Are changes not immediately persisted? Use a Hibernate Session with the Unit of Work pattern to determine what's being inserted and what's being updated. There are more examples of Unit of Work out there. You might have to check out some blog posts by the .NET community if there's not much on the Java end. The concept is the same animal either way.
Hope this helps!
The CSLA library can help with this situation a lot.
However, if you want to self implement :
You have a master object, the master object contains a list of child objects.
The detail form can edit a child object directly. Since everything is reference types, the master object is automatically updated.
The issue is knowing that the master object is dirty, and therefore should be persisted to your database or whatnot.
CSLA handles this with an IsDirty() property. In the master object you would query each child object to see if it is dirty, and if so persist everything (as well as tracking if the master object itself is dirty)
You can also handle this is the INotifyPropertyChanged interface.
As for some of your other questions :
You want to separate your logic. The entity can handle storage of its own properties, and integrity rules for itself, but logic for how different object interact with each other should be separate. Look into patterns such as MVC or MVP.
In this case, creation of a new child object should either be in the master object, or should be in a separate business logic object that creates the child and then adds it to the parent.

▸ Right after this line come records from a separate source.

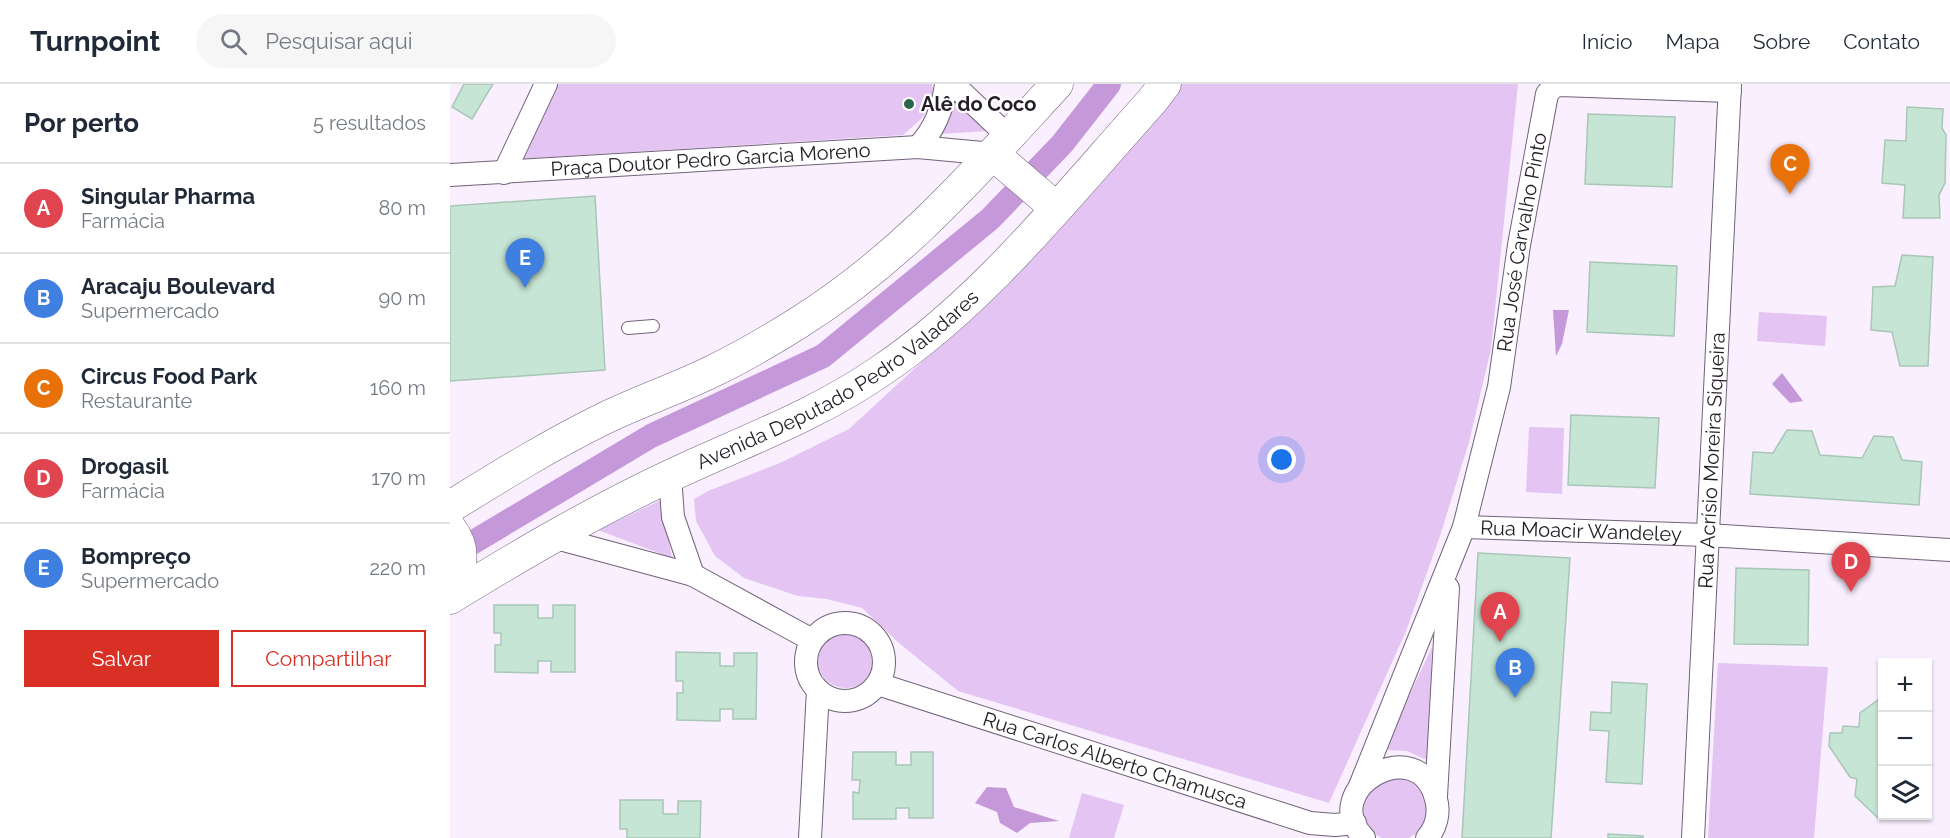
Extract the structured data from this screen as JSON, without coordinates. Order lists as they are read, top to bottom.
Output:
{
  "streets": {
    "main road": ["Avenida Deputado Pedro Valadares"],
    "street": [
      "Praça Doutor Pedro Garcia Moreno",
      "Rua José Carvalho Pinto",
      "Rua Acrísio Moreira Siqueira",
      "Rua Moacir Wandeley",
      "Rua Carlos Alberto Chamusca"
    ]
  },
  "crossings": [
    ["Rua José Carvalho Pinto", "Rua Acrísio Moreira Siqueira"],
    ["Rua José Carvalho Pinto", "Rua Moacir Wandeley"],
    ["Rua José Carvalho Pinto", "Rua Carlos Alberto Chamusca"],
    ["Rua Acrísio Moreira Siqueira", "Rua Moacir Wandeley"]
  ],
  "places": ["Alê do Coco"],
  "page": {
    "header": "Turnpoint",
    "search": "Pesquisar aqui",
    "nav": [
      "Início",
      "Mapa",
      "Sobre",
      "Contato"
    ],
    "heading": ["Por perto", "5 resultados"],
    "pins": [
      "C",
      "E",
      "D",
      "A",
      "B"
    ],
    "list": [
      {
        "mark": "A",
        "name": "Singular Pharma",
        "note": "Farmácia",
        "value": "80 m"
      },
      {
        "mark": "B",
        "name": "Aracaju Boulevard",
        "note": "Supermercado",
        "value": "90 m"
      },
      {
        "mark": "C",
        "name": "Circus Food Park",
        "note": "Restaurante",
        "value": "160 m"
      },
      {
        "mark": "D",
        "name": "Drogasil",
        "note": "Farmácia",
        "value": "170 m"
      },
      {
        "mark": "E",
        "name": "Bompreço",
        "note": "Supermercado",
        "value": "220 m"
      }
    ],
    "buttons": ["Salvar", "Compartilhar"],
    "map_buttons": ["+", "−"]
  }
}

For IDs, using GUIDs as the ID can save you quite a bit of problems, because then you don't have to talk to the database to determine a correct ID. You can keep a flag on the object for if it is new or not (and therefore should be inserted or updated).
Again, CSLA handles all of this for you, but does have quite a bit of overhead.
regarding undo on cancel : CSLA has n-level undo implemented, but if you are trying to do it by hand, I would either use your CopyFrom function, or refresh the object's data from the persistance layer on cancel (re-fetch).
i just implemented such a model.but not using NH, i am using my own code to persist objects in Oracle Db.
i have used the master detail concept in the same web form.
like i have master entity grid and on detail action command i open a penal just below the clicked master record row.
On Detail Add mode, i just populate an empty entity whose id were generated in negative numbers by a static field.and on Save Detail button i saved that entity in the details list of the Master Record in Asp.NET Session.
On Detail Edit,View i populated the Detail Panel with selected Detail through ajax calls using Jquery and appended that penal just below the clicked row.
On Save Button i persisted the Master Session (containing list of Details) in database.
and i worked good for me as if multiple details a master need to fill.
also if you like you can use Jquery Modal to Popup that Panel instead of appending below the row.